About this exercise =>
Nothing but the pictures may be dropped; the rest of the listing is to be written out exactly.

▼

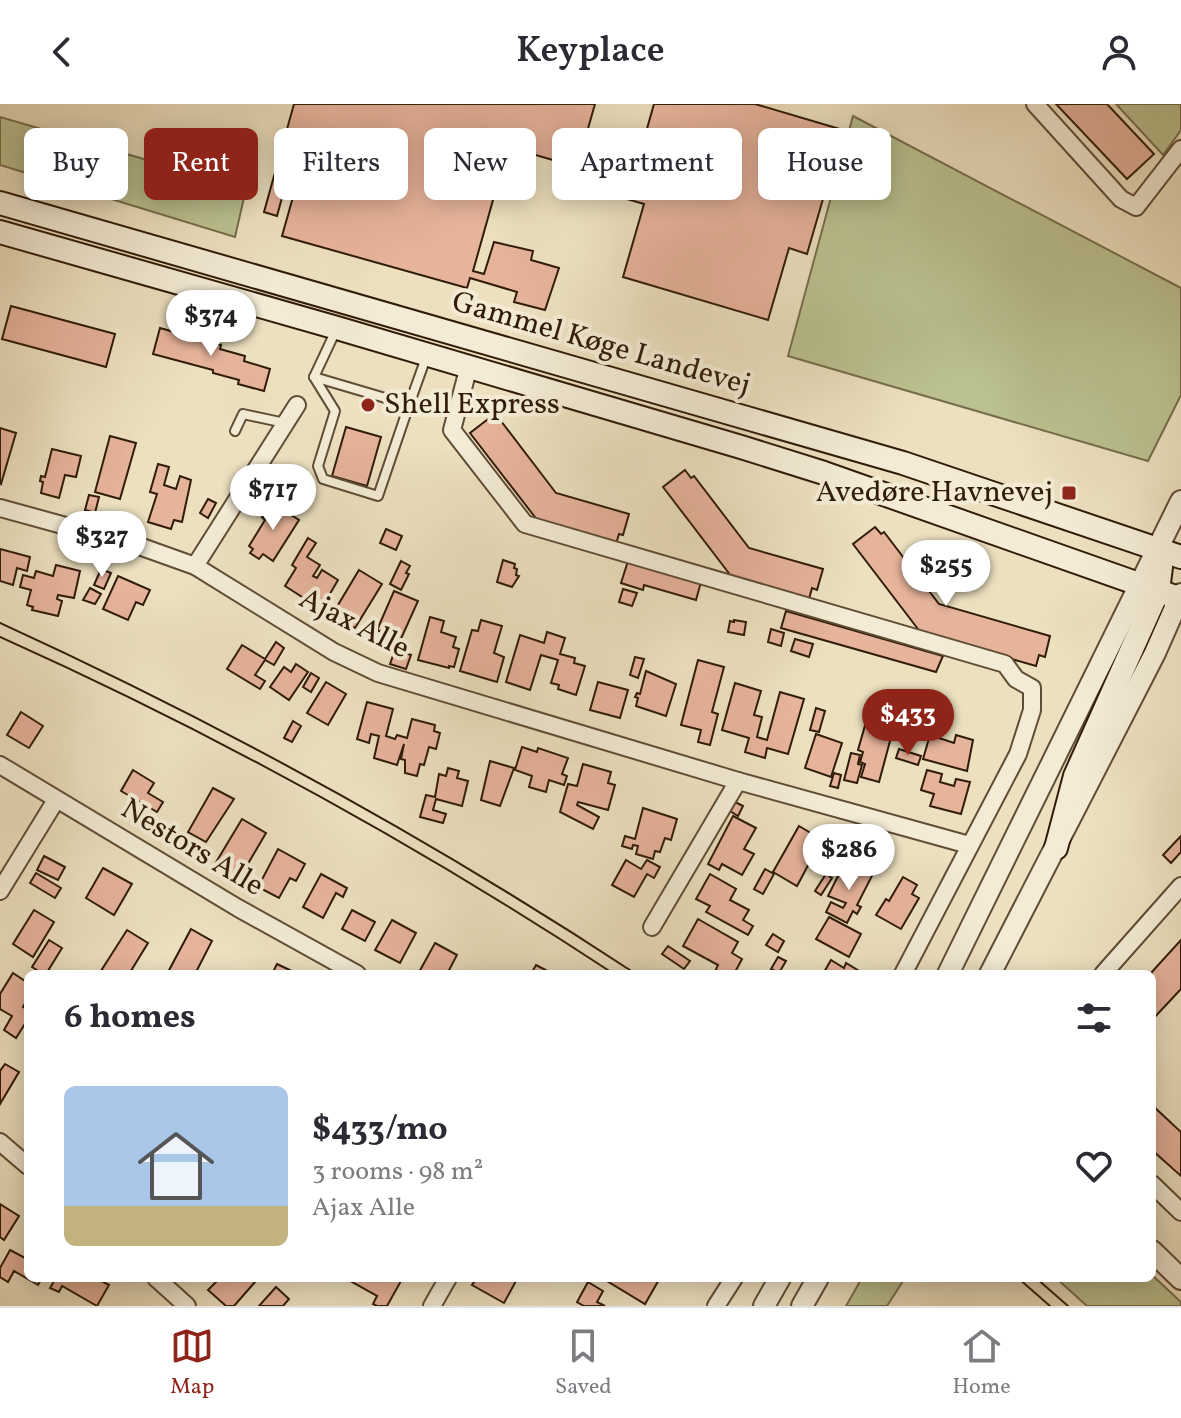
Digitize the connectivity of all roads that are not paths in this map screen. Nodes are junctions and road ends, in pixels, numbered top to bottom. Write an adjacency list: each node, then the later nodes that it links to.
1 (1035, 104): 2 (street)
2 (1181, 149)
3 (0, 203): 15 (main road, Gammel Køge Landevej)
4 (0, 232): 5 (main road, Gammel Køge Landevej)
5 (337, 328): 6 (main road, Gammel Køge Landevej); 8 (lane)
6 (427, 354): 7 (main road, Gammel Køge Landevej); 10 (lane)
7 (469, 366): 17 (main road, Gammel Køge Landevej); 21 (street, Gammel Køge Landevej)
8 (314, 377): 10 (lane); 10 (lane)
9 (297, 405): 11 (street)
10 (409, 405)
11 (285, 423): 12 (lane); 16 (street)
12 (235, 431)
13 (1181, 501): 15 (street)
14 (0, 508): 16 (street, Ajax Alle)
15 (1174, 551): 17 (main road)
16 (195, 566): 19 (street, Ajax Alle)
17 (1168, 593): 22 (main road); 29 (street)
18 (0, 765): 20 (street, Nestors Alle)
19 (738, 781): 21 (street, Ajax Alle); 25 (street)
20 (56, 800): 24 (street); 27 (street, Nestors Alle)
21 (969, 845): 28 (street)
22 (1056, 848): 26 (street)
23 (1181, 886): 32 (street)
24 (0, 891)
25 (652, 927)
26 (1003, 951): 30 (street); 31 (street)
27 (350, 970)
28 (905, 970)
29 (950, 970)
30 (992, 970)
31 (1000, 970)
32 (1107, 970)
33 (0, 1142): 34 (street)
34 (24, 1163)
35 (1156, 1188): 36 (street)
36 (1181, 1212)
37 (1156, 1255): 38 (street)
38 (1181, 1279)
39 (160, 1282): 45 (street)
40 (182, 1282): 45 (street)
41 (446, 1282): 47 (street)
42 (731, 1282): 48 (street)
43 (778, 1282): 49 (street)
44 (816, 1282): 50 (street)
45 (172, 1293): 46 (street)
46 (187, 1306)
47 (432, 1306)
48 (716, 1306)
49 (764, 1306)
50 (802, 1306)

▲

Completed task =>
Digitize the connectivity of all roads that are not paths in this map screen. Nodes are junctions and road ends, in pixels, numbered top to bottom. Write an adjacency list: each node, then the later nodes that it links to.
1 (1035, 104): 2 (street)
2 (1181, 149)
3 (0, 203): 15 (main road, Gammel Køge Landevej)
4 (0, 232): 5 (main road, Gammel Køge Landevej)
5 (337, 328): 6 (main road, Gammel Køge Landevej); 8 (lane)
6 (427, 354): 7 (main road, Gammel Køge Landevej); 10 (lane)
7 (469, 366): 17 (main road, Gammel Køge Landevej); 21 (street, Gammel Køge Landevej)
8 (314, 377): 10 (lane); 10 (lane)
9 (297, 405): 11 (street)
10 (409, 405)
11 (285, 423): 12 (lane); 16 (street)
12 (235, 431)
13 (1181, 501): 15 (street)
14 (0, 508): 16 (street, Ajax Alle)
15 (1174, 551): 17 (main road)
16 (195, 566): 19 (street, Ajax Alle)
17 (1168, 593): 22 (main road); 29 (street)
18 (0, 765): 20 (street, Nestors Alle)
19 (738, 781): 21 (street, Ajax Alle); 25 (street)
20 (56, 800): 24 (street); 27 (street, Nestors Alle)
21 (969, 845): 28 (street)
22 (1056, 848): 26 (street)
23 (1181, 886): 32 (street)
24 (0, 891)
25 (652, 927)
26 (1003, 951): 30 (street); 31 (street)
27 (350, 970)
28 (905, 970)
29 (950, 970)
30 (992, 970)
31 (1000, 970)
32 (1107, 970)
33 (0, 1142): 34 (street)
34 (24, 1163)
35 (1156, 1188): 36 (street)
36 (1181, 1212)
37 (1156, 1255): 38 (street)
38 (1181, 1279)
39 (160, 1282): 45 (street)
40 (182, 1282): 45 (street)
41 (446, 1282): 47 (street)
42 (731, 1282): 48 (street)
43 (778, 1282): 49 (street)
44 (816, 1282): 50 (street)
45 (172, 1293): 46 (street)
46 (187, 1306)
47 (432, 1306)
48 (716, 1306)
49 (764, 1306)
50 (802, 1306)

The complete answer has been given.